Soybean products are one of the richest sources of protein in plant-based diet. Protein content varies with soybean preparation methods:
Hard tofu (tofu) contains about10g of protein per cup;
Soybeans (green beans) contain 8.5 grams of protein per cup;
Douchi contains about15g of protein per cup;
You can add tofu to sandwiches or soups as a meat substitute. Tofu is also popular in some dishes, such as kung pao chicken and sweet and sour chicken.

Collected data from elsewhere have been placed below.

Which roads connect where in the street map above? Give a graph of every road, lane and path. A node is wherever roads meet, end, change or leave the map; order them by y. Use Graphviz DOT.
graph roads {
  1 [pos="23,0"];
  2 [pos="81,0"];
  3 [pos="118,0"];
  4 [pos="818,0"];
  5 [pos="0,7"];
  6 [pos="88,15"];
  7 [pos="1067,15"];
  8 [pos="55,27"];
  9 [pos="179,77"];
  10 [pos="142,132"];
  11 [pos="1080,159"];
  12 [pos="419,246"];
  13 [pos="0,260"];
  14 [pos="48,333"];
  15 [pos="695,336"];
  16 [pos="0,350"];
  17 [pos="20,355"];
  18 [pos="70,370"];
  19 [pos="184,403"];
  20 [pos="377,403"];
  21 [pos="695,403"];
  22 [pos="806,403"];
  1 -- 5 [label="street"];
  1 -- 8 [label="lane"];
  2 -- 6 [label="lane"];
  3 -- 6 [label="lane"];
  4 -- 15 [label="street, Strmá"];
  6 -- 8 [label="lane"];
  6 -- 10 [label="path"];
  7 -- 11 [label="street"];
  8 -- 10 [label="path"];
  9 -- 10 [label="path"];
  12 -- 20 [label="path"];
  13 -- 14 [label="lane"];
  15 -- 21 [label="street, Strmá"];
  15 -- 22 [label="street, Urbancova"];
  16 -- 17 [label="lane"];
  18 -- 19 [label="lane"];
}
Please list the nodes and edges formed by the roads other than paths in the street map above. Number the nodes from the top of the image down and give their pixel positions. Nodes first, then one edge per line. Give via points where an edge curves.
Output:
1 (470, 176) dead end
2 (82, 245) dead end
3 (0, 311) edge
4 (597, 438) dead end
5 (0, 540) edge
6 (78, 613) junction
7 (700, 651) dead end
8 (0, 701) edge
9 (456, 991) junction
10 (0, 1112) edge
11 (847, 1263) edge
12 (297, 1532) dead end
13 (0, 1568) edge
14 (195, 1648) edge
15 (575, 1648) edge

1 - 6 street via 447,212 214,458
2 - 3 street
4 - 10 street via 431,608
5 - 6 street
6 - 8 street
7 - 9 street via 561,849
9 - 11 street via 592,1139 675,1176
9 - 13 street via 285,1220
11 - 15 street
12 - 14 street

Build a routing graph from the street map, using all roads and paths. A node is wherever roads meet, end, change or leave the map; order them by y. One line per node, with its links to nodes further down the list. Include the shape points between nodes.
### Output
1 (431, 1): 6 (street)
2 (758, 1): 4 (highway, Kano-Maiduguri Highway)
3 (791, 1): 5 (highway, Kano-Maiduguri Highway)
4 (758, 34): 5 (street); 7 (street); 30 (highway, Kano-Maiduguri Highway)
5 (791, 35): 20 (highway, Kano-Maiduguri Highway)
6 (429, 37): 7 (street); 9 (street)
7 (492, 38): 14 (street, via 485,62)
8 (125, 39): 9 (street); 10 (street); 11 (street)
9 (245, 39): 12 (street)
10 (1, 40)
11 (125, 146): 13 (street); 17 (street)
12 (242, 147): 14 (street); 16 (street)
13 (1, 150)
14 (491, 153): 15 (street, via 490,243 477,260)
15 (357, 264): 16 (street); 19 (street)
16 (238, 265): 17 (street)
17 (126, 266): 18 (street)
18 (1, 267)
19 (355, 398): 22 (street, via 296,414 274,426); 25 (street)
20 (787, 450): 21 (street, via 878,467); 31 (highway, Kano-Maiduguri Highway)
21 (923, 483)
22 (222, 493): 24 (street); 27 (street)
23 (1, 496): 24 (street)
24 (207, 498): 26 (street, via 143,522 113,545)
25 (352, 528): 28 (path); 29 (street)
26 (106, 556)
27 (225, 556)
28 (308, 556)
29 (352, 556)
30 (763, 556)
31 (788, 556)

2. Many dark, green leafy vegetables and green leafy plants contain protein. Eating these foods alone is not enough to meet the daily needs of protein, but a few vegetable snacks can increase protein intake, especially when combined with other foods rich in protein.
3. Peanuts
Peanut is rich in protein and healthy fat, which can improve heart health. They contain about 20.5 grams of protein per cup.
4. Spirulina
Spirulina is a blue or green algae, which contains about 8 grams of protein per 2 tablespoons. It is also rich in nutrients, such as iron, vitamin B and manganese.
Spirulina can be used as powder or supplement and added to water, smoothies or fruit juice. It can also be sprinkled on salads or snacks to increase its protein content.
5. Quinoa is a kind of grain with high protein, which contains complete protein. Cooked Chenopodium contains 8 grams of protein per cup. It is also rich in other nutrients including magnesium, iron, fiber and manganese. Quinoa can be put in soup and stew pasta, sprinkled on salad or eaten as a main course. Quinoa is supermodel's favorite.
References:
People's Daily Online-Eight kinds of food are rich in plant protein, so you must eat more every day.